**** Source material ****
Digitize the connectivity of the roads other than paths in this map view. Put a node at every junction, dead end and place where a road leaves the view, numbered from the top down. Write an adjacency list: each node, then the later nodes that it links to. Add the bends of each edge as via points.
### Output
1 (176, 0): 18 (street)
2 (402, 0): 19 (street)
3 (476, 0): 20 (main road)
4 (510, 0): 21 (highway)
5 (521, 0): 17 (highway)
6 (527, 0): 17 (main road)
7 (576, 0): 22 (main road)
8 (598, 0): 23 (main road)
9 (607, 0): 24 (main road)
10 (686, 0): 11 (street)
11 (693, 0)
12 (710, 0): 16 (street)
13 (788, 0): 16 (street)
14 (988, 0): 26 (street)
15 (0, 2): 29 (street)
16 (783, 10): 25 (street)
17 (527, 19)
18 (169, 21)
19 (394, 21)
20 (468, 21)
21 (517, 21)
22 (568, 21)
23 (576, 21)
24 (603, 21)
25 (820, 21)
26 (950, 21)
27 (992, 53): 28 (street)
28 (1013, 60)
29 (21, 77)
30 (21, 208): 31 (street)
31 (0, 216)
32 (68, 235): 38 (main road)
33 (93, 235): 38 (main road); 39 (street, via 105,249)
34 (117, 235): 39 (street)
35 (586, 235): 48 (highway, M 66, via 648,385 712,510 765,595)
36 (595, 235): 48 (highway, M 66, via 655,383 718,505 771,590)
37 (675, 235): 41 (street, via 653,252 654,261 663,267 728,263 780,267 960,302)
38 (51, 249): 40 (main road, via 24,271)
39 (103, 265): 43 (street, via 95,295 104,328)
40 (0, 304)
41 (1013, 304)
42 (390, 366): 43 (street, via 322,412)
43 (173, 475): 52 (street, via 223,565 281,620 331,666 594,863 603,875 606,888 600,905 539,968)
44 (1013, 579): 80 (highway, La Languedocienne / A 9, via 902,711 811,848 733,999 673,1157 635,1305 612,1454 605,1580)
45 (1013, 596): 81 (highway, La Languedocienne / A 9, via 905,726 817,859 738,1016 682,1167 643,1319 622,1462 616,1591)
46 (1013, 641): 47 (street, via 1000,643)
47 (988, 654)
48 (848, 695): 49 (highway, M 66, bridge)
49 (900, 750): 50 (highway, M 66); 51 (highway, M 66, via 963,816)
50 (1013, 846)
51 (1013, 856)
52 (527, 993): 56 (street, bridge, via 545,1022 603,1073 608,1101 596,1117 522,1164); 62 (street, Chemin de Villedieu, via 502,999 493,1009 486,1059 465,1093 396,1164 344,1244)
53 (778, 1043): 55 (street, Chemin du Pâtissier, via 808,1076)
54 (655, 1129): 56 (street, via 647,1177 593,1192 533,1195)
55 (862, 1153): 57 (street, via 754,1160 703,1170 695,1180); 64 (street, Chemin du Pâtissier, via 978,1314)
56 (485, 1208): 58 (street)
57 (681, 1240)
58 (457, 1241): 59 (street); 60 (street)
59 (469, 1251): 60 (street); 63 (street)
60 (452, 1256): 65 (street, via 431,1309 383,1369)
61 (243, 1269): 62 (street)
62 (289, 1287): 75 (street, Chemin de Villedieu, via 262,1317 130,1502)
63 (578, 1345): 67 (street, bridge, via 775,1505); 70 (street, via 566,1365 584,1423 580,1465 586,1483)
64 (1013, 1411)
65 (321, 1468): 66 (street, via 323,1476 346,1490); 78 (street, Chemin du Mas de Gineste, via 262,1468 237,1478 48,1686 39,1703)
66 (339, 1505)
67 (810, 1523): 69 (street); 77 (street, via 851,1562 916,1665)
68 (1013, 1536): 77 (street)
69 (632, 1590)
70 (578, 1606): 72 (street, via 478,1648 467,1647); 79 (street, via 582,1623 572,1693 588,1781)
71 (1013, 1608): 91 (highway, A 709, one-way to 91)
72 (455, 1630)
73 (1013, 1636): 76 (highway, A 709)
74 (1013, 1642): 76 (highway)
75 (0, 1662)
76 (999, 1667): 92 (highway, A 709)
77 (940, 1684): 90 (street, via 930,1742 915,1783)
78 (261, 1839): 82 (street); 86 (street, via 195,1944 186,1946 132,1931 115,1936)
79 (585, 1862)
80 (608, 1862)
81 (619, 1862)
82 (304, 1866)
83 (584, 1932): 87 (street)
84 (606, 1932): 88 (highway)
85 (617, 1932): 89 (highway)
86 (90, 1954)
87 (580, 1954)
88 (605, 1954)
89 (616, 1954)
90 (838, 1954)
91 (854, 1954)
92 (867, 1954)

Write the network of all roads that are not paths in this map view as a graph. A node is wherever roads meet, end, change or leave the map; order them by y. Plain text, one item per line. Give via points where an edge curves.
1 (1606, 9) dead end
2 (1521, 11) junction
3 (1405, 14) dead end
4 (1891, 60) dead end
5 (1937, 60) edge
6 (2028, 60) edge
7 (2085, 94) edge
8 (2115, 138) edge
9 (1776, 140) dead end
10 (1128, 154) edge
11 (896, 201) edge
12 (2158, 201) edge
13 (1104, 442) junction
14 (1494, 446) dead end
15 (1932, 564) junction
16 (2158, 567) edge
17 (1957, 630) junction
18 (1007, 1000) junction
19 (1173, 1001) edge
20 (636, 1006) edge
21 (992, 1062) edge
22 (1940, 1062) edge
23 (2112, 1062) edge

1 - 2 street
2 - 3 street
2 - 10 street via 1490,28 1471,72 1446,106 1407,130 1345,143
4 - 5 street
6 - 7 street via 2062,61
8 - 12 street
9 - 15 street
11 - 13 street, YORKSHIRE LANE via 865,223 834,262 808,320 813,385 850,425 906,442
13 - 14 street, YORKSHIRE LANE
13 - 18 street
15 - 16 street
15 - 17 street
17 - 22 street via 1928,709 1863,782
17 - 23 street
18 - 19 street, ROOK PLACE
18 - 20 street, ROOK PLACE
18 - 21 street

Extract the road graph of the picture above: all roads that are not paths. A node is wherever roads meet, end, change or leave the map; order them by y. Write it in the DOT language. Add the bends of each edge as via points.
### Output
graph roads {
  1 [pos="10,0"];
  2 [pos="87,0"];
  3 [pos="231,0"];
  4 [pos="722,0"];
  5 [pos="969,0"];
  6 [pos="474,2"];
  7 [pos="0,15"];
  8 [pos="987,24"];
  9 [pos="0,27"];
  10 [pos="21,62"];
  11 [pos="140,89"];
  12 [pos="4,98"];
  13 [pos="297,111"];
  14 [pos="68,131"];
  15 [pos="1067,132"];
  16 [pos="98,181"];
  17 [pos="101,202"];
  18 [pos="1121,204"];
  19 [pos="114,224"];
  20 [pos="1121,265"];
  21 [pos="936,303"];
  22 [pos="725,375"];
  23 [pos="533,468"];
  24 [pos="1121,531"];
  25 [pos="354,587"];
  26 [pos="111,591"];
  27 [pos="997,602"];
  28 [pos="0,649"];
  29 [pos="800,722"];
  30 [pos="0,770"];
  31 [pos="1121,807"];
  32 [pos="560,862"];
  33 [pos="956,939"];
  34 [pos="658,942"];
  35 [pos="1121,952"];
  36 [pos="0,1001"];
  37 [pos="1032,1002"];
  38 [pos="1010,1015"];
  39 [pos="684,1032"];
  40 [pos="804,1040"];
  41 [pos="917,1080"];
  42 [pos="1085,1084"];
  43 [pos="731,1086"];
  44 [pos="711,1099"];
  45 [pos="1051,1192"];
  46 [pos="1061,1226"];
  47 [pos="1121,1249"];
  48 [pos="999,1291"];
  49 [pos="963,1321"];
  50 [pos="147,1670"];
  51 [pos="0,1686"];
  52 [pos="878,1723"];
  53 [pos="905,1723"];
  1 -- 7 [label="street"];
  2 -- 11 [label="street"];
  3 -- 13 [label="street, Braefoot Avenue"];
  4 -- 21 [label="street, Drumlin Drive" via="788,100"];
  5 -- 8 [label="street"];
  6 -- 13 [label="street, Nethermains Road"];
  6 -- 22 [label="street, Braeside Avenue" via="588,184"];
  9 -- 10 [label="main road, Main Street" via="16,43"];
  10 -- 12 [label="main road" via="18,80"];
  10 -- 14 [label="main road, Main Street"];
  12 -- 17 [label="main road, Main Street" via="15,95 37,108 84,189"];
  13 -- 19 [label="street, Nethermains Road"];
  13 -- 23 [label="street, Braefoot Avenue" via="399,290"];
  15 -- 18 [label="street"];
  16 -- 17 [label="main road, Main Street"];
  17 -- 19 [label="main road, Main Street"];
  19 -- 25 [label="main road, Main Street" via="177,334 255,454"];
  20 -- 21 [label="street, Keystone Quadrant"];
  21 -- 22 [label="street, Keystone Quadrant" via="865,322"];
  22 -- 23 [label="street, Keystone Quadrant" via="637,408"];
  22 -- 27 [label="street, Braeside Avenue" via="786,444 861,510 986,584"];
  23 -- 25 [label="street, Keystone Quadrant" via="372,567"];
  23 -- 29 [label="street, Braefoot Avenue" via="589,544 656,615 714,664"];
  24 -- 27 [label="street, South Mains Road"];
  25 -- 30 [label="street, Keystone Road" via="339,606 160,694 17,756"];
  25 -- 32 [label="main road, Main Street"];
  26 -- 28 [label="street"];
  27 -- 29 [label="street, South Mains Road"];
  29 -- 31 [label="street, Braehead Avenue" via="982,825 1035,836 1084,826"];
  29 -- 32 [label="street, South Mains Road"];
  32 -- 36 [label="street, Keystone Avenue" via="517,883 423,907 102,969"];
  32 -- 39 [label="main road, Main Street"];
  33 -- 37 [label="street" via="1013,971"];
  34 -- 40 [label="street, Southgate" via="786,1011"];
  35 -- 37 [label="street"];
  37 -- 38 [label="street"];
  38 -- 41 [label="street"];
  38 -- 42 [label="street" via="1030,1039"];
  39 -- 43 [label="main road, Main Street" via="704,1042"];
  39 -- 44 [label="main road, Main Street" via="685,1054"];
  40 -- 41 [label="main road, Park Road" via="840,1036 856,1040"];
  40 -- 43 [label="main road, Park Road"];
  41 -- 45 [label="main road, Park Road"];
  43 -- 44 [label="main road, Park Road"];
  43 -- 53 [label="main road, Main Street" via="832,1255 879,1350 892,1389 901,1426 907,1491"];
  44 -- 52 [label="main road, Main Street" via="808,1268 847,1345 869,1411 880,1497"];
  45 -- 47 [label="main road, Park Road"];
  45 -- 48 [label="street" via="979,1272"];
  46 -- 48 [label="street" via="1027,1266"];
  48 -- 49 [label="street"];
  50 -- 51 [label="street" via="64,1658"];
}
****
Aim of the task: Scan the listing and report each line where the word "Braeside" shows up.

Written response:
  6 -- 22 [label="street, Braeside Avenue" via="588,184"];
  22 -- 27 [label="street, Braeside Avenue" via="786,444 861,510 986,584"];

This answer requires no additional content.